Could someone please answer these questions for me. It is for a grade and due on Tuesday, 4/24/07. The license fee for a car varies directly with the value of the car. The fee for a car that is valued at $19,500 is $292.50. a) What is the constant of proportionality? b) Write the equation that shows the license fee as a function of the value of the car. c) If you were to draw the graph of this function, what would be the slope of the line? d) If you were to draw the graph of this function, what would be the y-intercept? e) At this rate, what is the license fee for a car that is valued at $25,400?

I will be happy to critique your work on this.

Thank you, I am working on it now. Will post answer soon. Merl

14.

Answer 1

To answer these questions, we need to understand the concept of direct variation and how it applies to this scenario. Direct variation means that two quantities vary in proportion to each other. In this case, the license fee for a car varies directly with the value of the car.
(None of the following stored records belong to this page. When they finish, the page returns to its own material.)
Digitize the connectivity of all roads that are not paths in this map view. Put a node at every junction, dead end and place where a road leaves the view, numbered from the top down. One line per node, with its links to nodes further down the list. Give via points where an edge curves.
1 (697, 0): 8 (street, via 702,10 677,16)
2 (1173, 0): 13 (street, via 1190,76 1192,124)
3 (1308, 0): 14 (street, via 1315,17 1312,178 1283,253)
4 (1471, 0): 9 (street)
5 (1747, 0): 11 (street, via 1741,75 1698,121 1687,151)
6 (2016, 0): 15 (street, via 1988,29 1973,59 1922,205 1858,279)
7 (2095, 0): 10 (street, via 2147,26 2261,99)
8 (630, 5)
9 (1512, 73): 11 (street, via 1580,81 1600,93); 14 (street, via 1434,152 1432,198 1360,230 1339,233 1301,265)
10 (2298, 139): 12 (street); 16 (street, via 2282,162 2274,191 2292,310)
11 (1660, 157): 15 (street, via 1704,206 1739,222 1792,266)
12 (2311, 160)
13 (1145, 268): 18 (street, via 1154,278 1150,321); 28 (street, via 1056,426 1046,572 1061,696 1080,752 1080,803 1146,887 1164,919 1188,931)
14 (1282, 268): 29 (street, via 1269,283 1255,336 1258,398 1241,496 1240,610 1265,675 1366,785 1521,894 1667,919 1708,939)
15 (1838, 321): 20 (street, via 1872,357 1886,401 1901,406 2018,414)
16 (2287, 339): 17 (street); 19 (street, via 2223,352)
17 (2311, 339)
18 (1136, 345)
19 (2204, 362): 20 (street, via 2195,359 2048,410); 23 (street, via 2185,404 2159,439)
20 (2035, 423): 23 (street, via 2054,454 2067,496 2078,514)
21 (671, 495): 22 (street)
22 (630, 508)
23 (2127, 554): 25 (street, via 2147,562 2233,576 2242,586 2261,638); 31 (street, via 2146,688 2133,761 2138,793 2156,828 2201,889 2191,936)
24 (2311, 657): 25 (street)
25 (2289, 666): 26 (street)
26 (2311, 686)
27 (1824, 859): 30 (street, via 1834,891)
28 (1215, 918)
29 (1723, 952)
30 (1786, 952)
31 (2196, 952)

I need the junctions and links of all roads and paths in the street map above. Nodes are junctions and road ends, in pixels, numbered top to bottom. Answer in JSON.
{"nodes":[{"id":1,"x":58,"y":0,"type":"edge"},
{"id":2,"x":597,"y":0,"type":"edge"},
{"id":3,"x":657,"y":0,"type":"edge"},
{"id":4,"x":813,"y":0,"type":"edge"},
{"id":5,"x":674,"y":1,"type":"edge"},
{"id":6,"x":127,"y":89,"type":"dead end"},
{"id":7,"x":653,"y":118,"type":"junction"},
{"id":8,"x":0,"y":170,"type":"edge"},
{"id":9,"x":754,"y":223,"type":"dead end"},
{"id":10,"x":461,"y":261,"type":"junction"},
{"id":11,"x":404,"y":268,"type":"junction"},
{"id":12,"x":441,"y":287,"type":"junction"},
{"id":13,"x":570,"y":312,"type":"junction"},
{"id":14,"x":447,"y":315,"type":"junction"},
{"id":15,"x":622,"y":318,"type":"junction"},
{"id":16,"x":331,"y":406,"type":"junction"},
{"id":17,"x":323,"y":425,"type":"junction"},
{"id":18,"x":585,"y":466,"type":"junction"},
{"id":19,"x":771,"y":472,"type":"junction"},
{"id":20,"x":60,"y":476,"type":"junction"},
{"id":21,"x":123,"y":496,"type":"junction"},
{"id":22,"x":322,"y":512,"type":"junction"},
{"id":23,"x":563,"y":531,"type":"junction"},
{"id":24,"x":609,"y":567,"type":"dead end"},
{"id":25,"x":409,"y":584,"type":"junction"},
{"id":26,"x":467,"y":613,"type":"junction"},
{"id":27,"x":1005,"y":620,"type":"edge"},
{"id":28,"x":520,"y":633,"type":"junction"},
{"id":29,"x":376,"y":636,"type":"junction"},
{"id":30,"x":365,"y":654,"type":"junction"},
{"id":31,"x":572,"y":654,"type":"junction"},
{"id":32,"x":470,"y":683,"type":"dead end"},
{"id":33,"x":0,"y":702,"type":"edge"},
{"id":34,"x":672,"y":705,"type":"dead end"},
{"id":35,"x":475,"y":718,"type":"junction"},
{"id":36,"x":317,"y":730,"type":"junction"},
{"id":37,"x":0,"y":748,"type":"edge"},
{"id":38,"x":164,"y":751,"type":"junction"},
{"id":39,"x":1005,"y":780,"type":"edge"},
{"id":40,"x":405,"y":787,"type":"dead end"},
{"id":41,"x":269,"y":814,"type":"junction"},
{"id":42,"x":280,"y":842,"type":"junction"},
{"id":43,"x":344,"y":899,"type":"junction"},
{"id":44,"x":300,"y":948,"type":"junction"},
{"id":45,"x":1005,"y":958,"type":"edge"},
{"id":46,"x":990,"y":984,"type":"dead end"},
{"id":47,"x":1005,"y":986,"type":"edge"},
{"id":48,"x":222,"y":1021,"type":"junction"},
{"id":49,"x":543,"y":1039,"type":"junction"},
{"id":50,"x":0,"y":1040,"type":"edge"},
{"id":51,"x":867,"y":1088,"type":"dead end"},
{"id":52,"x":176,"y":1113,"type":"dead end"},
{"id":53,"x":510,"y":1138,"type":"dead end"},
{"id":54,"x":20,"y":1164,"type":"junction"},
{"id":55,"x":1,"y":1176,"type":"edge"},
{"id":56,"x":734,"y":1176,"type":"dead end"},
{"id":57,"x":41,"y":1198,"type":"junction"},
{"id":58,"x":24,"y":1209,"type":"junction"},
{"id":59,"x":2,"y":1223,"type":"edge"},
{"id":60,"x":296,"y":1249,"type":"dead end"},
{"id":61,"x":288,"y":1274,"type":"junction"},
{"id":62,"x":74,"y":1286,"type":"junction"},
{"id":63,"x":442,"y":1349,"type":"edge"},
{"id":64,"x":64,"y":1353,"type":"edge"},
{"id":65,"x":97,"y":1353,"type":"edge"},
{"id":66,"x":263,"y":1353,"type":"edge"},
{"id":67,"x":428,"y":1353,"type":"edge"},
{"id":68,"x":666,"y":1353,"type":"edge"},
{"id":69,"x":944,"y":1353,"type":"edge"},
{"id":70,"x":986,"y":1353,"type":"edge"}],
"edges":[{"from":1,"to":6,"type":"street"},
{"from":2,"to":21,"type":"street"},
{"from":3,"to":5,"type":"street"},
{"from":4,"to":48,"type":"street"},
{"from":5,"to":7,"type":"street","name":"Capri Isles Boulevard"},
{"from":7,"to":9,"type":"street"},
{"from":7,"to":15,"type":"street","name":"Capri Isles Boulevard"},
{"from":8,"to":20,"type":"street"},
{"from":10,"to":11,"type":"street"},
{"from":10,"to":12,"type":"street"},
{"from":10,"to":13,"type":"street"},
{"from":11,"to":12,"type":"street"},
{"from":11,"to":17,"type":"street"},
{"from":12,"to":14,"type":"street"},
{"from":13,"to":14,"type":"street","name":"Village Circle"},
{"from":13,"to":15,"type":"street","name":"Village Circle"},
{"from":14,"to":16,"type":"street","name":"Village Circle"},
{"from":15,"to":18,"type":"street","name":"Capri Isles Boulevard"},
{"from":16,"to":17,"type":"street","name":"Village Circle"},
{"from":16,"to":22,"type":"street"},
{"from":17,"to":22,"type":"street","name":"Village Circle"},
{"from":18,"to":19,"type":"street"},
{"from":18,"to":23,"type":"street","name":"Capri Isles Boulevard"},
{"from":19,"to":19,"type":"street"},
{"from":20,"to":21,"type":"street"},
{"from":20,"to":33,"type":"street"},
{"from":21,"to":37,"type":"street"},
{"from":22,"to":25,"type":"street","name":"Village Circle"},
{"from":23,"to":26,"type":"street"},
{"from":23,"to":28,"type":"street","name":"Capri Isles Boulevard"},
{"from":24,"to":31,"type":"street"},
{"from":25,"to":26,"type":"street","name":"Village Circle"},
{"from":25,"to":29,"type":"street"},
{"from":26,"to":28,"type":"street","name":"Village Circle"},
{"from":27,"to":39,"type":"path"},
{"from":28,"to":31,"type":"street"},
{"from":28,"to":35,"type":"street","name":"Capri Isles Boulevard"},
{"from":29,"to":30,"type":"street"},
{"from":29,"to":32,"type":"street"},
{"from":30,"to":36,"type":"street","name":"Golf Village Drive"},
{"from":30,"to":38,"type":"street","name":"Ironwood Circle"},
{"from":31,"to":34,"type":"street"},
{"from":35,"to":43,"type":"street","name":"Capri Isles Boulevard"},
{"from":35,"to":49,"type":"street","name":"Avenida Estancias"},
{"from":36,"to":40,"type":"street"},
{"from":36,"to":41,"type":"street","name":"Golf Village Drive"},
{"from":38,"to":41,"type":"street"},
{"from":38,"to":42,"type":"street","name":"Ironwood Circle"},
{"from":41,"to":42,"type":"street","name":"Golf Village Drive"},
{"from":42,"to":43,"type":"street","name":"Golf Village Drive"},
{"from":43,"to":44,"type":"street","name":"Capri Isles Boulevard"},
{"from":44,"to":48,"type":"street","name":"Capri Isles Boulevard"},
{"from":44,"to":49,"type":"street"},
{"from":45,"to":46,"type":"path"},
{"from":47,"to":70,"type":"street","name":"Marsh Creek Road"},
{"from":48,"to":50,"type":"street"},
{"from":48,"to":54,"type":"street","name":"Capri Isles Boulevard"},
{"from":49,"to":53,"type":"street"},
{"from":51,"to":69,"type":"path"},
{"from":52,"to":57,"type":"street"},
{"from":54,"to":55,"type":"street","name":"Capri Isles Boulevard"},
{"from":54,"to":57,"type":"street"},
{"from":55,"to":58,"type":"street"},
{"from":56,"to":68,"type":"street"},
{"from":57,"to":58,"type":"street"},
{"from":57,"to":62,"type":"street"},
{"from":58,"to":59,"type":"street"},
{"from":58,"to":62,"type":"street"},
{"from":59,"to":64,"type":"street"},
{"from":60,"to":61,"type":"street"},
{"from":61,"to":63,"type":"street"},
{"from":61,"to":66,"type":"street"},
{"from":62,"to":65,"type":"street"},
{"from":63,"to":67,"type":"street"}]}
a) The constant of proportionality is a value that tells us how the two quantities are related. To find the constant of proportionality, we can use the given information that the fee for a car valued at $19,500 is $292.50.

We can set up the equation: fee = constant of proportionality * value

Plugging in the given values, we have: 292.50 = constant of proportionality * 19,500

To find the constant of proportionality, we can divide both sides of the equation by 19,500:
constant of proportionality = 292.50 / 19,500

Simplifying this, we find that the constant of proportionality is 0.015.

b) Now, we can write the equation that shows the license fee as a function of the value of the car using the constant of proportionality we found. Let's call the license fee "L" and the value of the car "V". The equation is:

L = 0.015V

c) If we were to draw the graph of this function, the slope of the line would represent the rate at which the license fee changes with respect to the value of the car. In this case, the slope of the line would be equal to the constant of proportionality, which we found to be 0.015.

d) The y-intercept represents the point where the graph intersects the y-axis. In this case, the y-intercept would be the license fee when the value of the car is zero. Since the value of a car cannot be zero, the y-intercept is not applicable in this context.

e) To find the license fee for a car valued at $25,400, we can plug this value into the equation we found in part b:

L = 0.015 * 25,400

Evaluating this expression, we find that the license fee for a car valued at $25,400 is $381.

In summary:

a) The constant of proportionality is 0.015.
b) The equation that shows the license fee as a function of the value of the car is L = 0.015V.
c) The slope of the line representing the graph of this function is 0.015.
d) The y-intercept is not applicable in this context.
e) The license fee for a car valued at $25,400 is $381.